Print version ISSN 1413-7054On-line version ISSN 1981-1829

Ciênc. agrotec. vol.30 no.2 Lavras Mar./Apr. 2006

http://dx.doi.org/10.1590/S1413-70542006000200008 

CIÊNCIAS AGRÁRIAS

 

Evolução do crescimento do cafeeiro (Coffea arabica L.) irrigado e não irrigado em duas intensidades de plantio1

 

Coffee tree (Coffea arabica L.) growth at high and low planting densities under different irrigation regimes

 

 

Carlos Henrique Mesquita de CarvalhoI; Alberto ColomboII; Myriane Stella ScalcoIII; Augusto Ramalho de MoraisIV

IEngenheiro Agrônomo, Mestrando do Departamento de Agricultura da Universidade Federal de Lavras/UFLA - Cx. P. 3037 - 37.200-000 - Lavras, MG
IIProfessor Adjunto do Departamento de Engenharia da Universidade Federal de Lavras/UFLA - Cx. P. 3037 - 37.200-000 - Lavras, MG
IIIPesquisadora do Departamento de Agricultura da Universidade Federal de Lavras/UFLA - Cx. P. 3037 - 37.200-000 - Lavras, MG - msscalco@ufla.br
IVProfessor Titular do Departamento de Ciências Exatas da Universidade Federal de Lavras/UFLA - Cx. P. 3037 - 37.200-000 - Lavras, MG

 

 


RESUMO

Com este trabalho, objetivou-se avaliar o crescimento do cafeeiro, cultivar Rubi- MG-1192, submetido a diferentes regimes de irrigação (sem irrigação e, com irrigações nas tensões de água no solo de 20 e 100 kPa) em duas densidades de plantio, 2 500 plantas/ha (4,0 × 1,0 m) e 10 000 plantas/ha (2,0 × 0,5 m). O experimento foi conduzido em uma área experimental do Departamento de Agricultura da Universidade Federal de Lavras/MG. O delineamento experimental foi o de blocos casualizados com quatro repetições, utilizando-se o esquema de parcela subdividida, sendo as parcelas compostas pelas duas densidades de plantio e as subparcelas pelos regimes de irrigação. As características fenológicas utilizadas para descrever o crescimento dos cafeeiros foram: altura da planta, diâmetro de copa e número de ramos plagiotrópicos por planta. Foram efetuadas avaliações trimestrais, por um período de dois anos, oito meses e 20 dias (990 dias). As relações entre altura das plantas e época de avaliação e enrtre diâmetro de copa e época de avaliação apresentaram comportamento assintótico. A relação entre número de ramos por planta e época de avaliação foi linear. Os tratamentos irrigados apresentaram uma maior altura de plantas, um maior diâmetro de copas e maior número de ramos plagiotrópicos que os não irrigados. A densidade de plantio não afetou o diâmetro de copas, mas as plantas mais altas e com maior número de ramos plagiótropicos foram observadas na maior densidade de plantio.

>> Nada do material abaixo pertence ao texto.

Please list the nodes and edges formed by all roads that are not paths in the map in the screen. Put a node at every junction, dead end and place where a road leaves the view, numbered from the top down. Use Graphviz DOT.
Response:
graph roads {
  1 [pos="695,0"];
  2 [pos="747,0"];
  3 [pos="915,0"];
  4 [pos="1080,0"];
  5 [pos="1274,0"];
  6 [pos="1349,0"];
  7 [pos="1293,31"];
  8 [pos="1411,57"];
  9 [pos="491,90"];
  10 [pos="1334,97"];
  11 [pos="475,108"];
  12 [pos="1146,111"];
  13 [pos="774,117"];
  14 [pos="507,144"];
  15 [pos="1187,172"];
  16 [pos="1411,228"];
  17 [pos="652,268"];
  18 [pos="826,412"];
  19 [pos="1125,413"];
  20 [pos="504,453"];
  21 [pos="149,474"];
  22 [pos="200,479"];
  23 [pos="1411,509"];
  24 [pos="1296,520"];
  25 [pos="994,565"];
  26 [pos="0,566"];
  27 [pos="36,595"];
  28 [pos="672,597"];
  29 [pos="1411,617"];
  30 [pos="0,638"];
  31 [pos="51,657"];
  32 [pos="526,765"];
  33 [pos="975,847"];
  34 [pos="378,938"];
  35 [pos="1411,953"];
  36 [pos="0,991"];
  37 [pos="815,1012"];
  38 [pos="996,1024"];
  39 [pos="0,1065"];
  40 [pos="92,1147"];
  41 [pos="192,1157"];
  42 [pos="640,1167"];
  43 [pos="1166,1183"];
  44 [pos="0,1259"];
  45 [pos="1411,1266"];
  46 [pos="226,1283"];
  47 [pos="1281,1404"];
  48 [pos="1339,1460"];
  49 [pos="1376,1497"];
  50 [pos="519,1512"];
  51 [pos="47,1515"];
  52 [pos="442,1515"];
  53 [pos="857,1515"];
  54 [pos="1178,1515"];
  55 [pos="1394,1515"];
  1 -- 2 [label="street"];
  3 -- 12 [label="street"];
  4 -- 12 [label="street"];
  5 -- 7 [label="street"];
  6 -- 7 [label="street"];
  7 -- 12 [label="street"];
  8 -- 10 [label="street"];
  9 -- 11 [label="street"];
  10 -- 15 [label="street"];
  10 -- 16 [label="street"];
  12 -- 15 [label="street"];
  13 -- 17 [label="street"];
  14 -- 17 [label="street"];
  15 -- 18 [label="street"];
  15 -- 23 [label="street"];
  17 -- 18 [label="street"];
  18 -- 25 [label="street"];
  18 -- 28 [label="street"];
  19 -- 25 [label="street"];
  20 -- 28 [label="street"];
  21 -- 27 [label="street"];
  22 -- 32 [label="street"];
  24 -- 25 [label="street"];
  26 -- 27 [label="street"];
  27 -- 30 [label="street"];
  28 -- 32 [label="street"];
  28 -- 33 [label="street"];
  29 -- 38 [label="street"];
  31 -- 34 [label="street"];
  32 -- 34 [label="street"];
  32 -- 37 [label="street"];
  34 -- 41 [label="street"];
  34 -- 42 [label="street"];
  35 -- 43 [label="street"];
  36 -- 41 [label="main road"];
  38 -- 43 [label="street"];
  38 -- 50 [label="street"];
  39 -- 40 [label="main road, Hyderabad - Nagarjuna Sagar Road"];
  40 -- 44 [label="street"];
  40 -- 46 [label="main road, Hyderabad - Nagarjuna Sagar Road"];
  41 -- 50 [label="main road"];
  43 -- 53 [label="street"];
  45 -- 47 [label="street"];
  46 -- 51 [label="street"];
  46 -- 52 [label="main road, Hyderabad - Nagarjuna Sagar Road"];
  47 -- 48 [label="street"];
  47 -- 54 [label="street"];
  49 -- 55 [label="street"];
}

Termos para a indexação: Cafeicultura irrigada, densidade de plantio do café, crescimento do cafeeiro, Coffea arabica.


ABSTRACT

This study had the objective of evaluating growth of coffee trees (cv. Rubi-MG1192) submitted to different irrigation regimes (not irrigated and irrigated at soil water tension of 20 and 100 kPa) and two planting densities: 2 500 plants/ha (4x1m spacing) and 10 000 plants/ha (2 x 0.5m spacing). The experiment was carried out in an experimental area of the Agronomy Department of the Federal University of Lavras/MG, Brazil. A randomized block experimental design, with split plots and four replications, was used. Planting density was kept in the plots and irrigation regime in the sub plots. Parameters used to describe coffee tree growth were: plant height, tree canopy diameter, and number of plagiotropic branches per plant. Measurements were taken every three months, during 990 days (two years eight months and 20 days). Plant height versus time and tree canopy diameter versus time relationships showed an asymptotic behavior, while number of plagiotropic branches versus time relationship was linear. Irrigated plants were taller with greater canopy diameter and higher number of plagiotropic branches per plant than not irrigated plants. Planting densities did not affect canopy tree diameter however, under the highest planting density, taller plants with the higher number of plagiotropic branches were observed.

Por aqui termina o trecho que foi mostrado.